Thursday, December 31, 2009

Brian Lumley's Titus Crow series: part 1

Brian Lumley's Titus Crow series - The Burrowers Beneath, The Transition of Titus Crow, The Clock of Dreams, Spawn of the Winds, In the Moons of Borea, and Elysia - is often criticized for being totally un-Lovecraftian in tone. This is certainly a valid criticism - Lumley includes such elements as benevolent Kthanid, the golden-eyed cousin of Cthulhu, Eminence (ruler) of the Elder Gods; Elysia, the Elder Gods' paradise-world; Cthulhu and Kthanid presented as rulers of their respective factions, equal or superior to universal beings like Yog-Sothoth; Nyarlathotep as not an actual being but the telepathy used by the Great Old Ones; et cetera. Furthermore, Lumley's characters are far more resilient and far more proactive than Lovecraft's, tracking down and destroying minions of the Great Old Ones in a variety of locations. Psychic powers flow freely, and Titus Crow is "rebuilt" by alien robots into something of a literal superhero.

However, despite all of the above... the books are highly enjoyable. They are simply not in the same theme, arguably not even the same genre, as Lovecraft's work; they use elements of the Cthulhu Mythos freely, but present a very different interpretation of these beings. This isn't a bad thing, though; Lovecraft himself wrote in what we would now consider distinct genres (though the lines were nearly nonexistent in his time); "In the Walls of Eryx" is undeniably science-fiction, The Dream-Quest of Unknown Kadath and "Celephais" nearly pure fantasy. The Titus Crow books, in theme and style, belong to the pulp adventure tradition of writers like Edgar Rice Burroughs, Robert E. Howard, and C. L. Moore; and they are good pulp adventure, especially for something written so late in the 20th century.

If you come to the Titus Crow books expecting cosmic horror in the manner of Lovecraft, you will likely be disappointed. If you take them for what they were written to be, however, they are very fun reads.

Part 2 will review the first two books of the series - The Burrowers Beneath and The Transition of Titus Crow.

Sunday, December 6, 2009

Mysteries of Yith, Part 2: What Were Those Darned Cones?

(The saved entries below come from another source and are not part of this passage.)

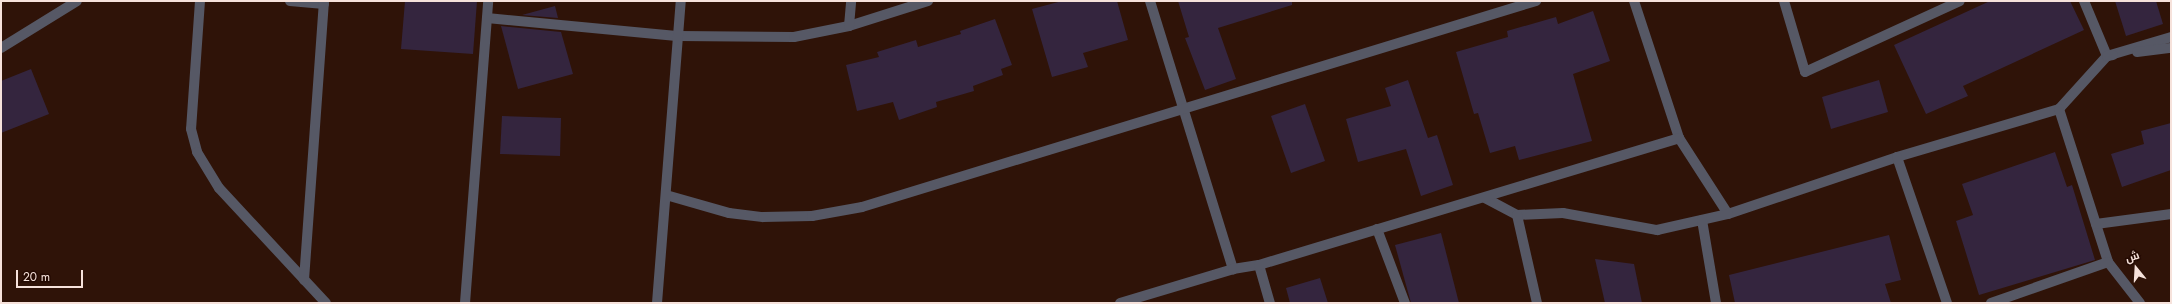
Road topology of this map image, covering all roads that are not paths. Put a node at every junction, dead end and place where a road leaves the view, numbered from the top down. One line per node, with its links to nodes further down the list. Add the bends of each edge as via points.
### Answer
1 (77, 1): 19 (street)
2 (200, 1): 37 (street, via 191,129 197,152 219,188)
3 (290, 1): 14 (street)
4 (488, 1): 15 (street)
5 (681, 1): 17 (street)
6 (851, 1): 16 (street)
7 (928, 1): 16 (street)
8 (1150, 1): 23 (street)
9 (1536, 1): 23 (street)
10 (1634, 1): 24 (street)
11 (1784, 1): 12 (street, via 1805,72)
12 (1960, 1)
13 (2084, 1): 21 (street)
14 (324, 2): 37 (street)
15 (487, 18): 17 (street); 39 (street)
16 (849, 26): 17 (street, via 794,37)
17 (680, 36): 26 (street)
18 (2171, 37): 21 (street)
19 (1, 48)
20 (2171, 48): 21 (street)
21 (2107, 56): 22 (street)
22 (2060, 109): 25 (street); 32 (street)
23 (1182, 110): 26 (street, via 862,207 812,216 745,216); 36 (street)
24 (1679, 138): 27 (street); 28 (street)
25 (1897, 157): 28 (street); 46 (street)
26 (666, 194): 40 (street)
27 (1485, 198): 30 (street); 33 (street)
28 (1728, 214): 31 (street)
29 (2171, 214): 32 (street)
30 (1517, 215): 31 (street, via 1563,213 1657,230); 44 (street)
31 (1702, 220): 45 (street)
32 (2096, 224): 34 (street)
33 (1377, 229): 35 (street); 43 (street)
34 (2108, 262): 47 (street); 48 (street)
35 (1259, 265): 36 (street); 42 (street)
36 (1233, 269): 41 (street)
37 (304, 280): 38 (street)
38 (326, 303)
39 (465, 303)
40 (657, 303)
41 (1120, 303)
42 (1270, 303)
43 (1405, 303)
44 (1537, 303)
45 (1716, 303)
46 (1947, 303)
47 (1992, 303)
48 (2140, 303)

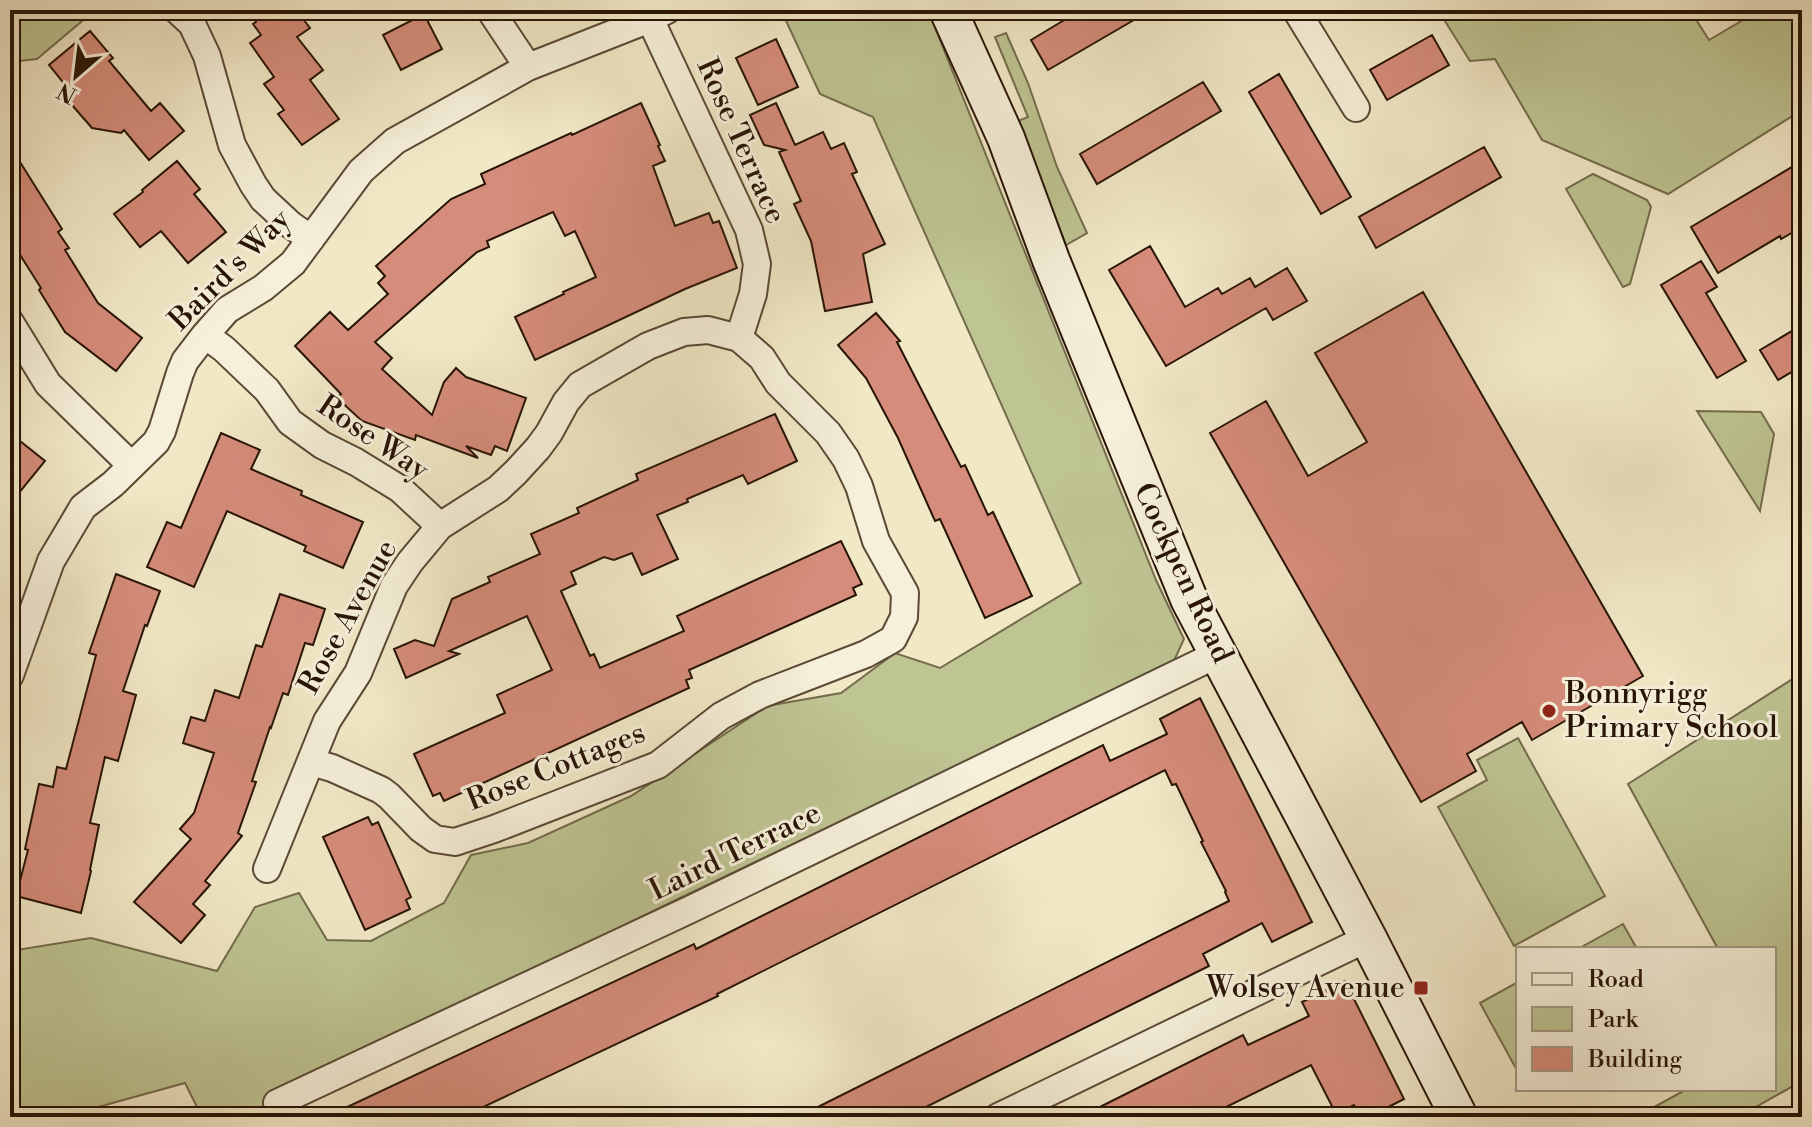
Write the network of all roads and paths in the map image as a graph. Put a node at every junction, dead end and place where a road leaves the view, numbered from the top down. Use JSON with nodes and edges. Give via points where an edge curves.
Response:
{"nodes":[{"id":1,"x":177,"y":10,"type":"edge"},
{"id":2,"x":490,"y":10,"type":"edge"},
{"id":3,"x":948,"y":10,"type":"edge"},
{"id":4,"x":1296,"y":10,"type":"edge"},
{"id":5,"x":659,"y":15,"type":"edge"},
{"id":6,"x":528,"y":67,"type":"junction"},
{"id":7,"x":1356,"y":108,"type":"dead end"},
{"id":8,"x":311,"y":239,"type":"junction"},
{"id":9,"x":10,"y":322,"type":"edge"},
{"id":10,"x":205,"y":335,"type":"junction"},
{"id":11,"x":739,"y":338,"type":"junction"},
{"id":12,"x":131,"y":465,"type":"junction"},
{"id":13,"x":440,"y":526,"type":"junction"},
{"id":14,"x":1218,"y":654,"type":"junction"},
{"id":15,"x":10,"y":675,"type":"edge"},
{"id":16,"x":311,"y":762,"type":"junction"},
{"id":17,"x":267,"y":869,"type":"dead end"},
{"id":18,"x":1368,"y":938,"type":"junction"},
{"id":19,"x":277,"y":1103,"type":"dead end"},
{"id":20,"x":998,"y":1117,"type":"edge"},
{"id":21,"x":1459,"y":1117,"type":"edge"}],
"edges":[{"from":1,"to":8,"type":"street","via":[[192,24],[207,56],[232,145],[253,184],[272,208]]},
{"from":2,"to":6,"type":"street"},
{"from":3,"to":14,"type":"main road","name":"Cockpen Road","via":[[1006,138],[1174,565]]},
{"from":4,"to":7,"type":"street","via":[[1330,44]]},
{"from":5,"to":6,"type":"street","name":"Baird's Way"},
{"from":5,"to":11,"type":"street","name":"Rose Terrace","via":[[749,230],[757,264]]},
{"from":6,"to":8,"type":"street","name":"Baird's Way","via":[[395,141],[361,171]]},
{"from":8,"to":10,"type":"street","name":"Baird's Way","via":[[293,263],[227,310]]},
{"from":9,"to":12,"type":"street","via":[[48,384]]},
{"from":10,"to":12,"type":"street","name":"Baird's Way","via":[[185,361],[156,442]]},
{"from":10,"to":13,"type":"street","name":"Rose Way","via":[[267,390],[290,422],[400,489]]},
{"from":11,"to":13,"type":"street","name":"Rose Avenue","via":[[708,330],[684,332],[580,385],[516,472]]},
{"from":11,"to":16,"type":"street","name":"Rose Cottages","via":[[846,459],[876,541],[905,593],[904,617],[893,639],[760,695],[721,716],[658,765],[455,842],[435,839],[381,790]]},
{"from":12,"to":15,"type":"street","name":"Baird's Way","via":[[83,507],[69,529],[51,561]]},
{"from":13,"to":16,"type":"street","name":"Rose Avenue","via":[[394,586],[358,673],[327,721]]},
{"from":14,"to":18,"type":"main road","name":"Cockpen Road"},
{"from":14,"to":19,"type":"street","name":"Laird Terrace"},
{"from":16,"to":17,"type":"street","name":"Rose Avenue"},
{"from":18,"to":20,"type":"street"},
{"from":18,"to":21,"type":"main road","name":"Cockpen Road"}]}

Every other Mythos species on Earth seems to either be explicitly alien (Flying Polyps, Elder Things, Star-spawn of Cthulhu, etc.) or have believable relations to known Earth life (the fish- and frog-like Deep Ones, the reptilian Serpent Men, the hominid Voormis, etc.) The one exception are the cone-creatures which the Yithians' minds possessed when they fled to Earth from Yith. These cone-creatures are implied to be a native Earthly evolution, yet have no resemblance to any known form of life. So what are they, and how did they get here?

Are they Aliens?
Of course, there's the possibility that they are not native to Earth at all, but are relics of some previous alien colonization of Earth. This seems to be a copout, however, in the absence of any evidence of it.

Animals?
The cones are clearly not from any vertebrate lineage.

Perhaps they are some form of mollusk. The large base of the cone, used to move the creature, seems very similar to the foot of a gastropod. The tentacles would not be unusual for a mollusk, either. The 'trumpet' like organs on the tip of one tentacle, and the location of the mouth and pseudo-'head' on another, are a more difficult problem, however. Still, the Yithians would be radically divergent from all existing mollusks simply by the fact of adapting to be large and terrestrial, so it does not seem unusual that they would evolve new organs (the 'trumpets' are likely hearing organs, as hearing that is adapted for water will not function well on land).

A bigger problem is that the Yithians originate too early for any known mollusks - before the appearance of animals at all.

Something Stranger?
The Yithians may well be the last remnant of an otherwise entirely unknown early evolutionary line of eukaryotes, neither animal, plant nor fungus, and not fossilized due to the lack of bones. They may be exceptionally distant relatives of slime molds, which can sometimes achieve surprising sizes.

With their intelligence, the Yithians could have survived the cold of the "Snowball Earth" Cryogenian period and the appearance of true animals, which would have wiped out the rest of the early eukaryote line that produced them.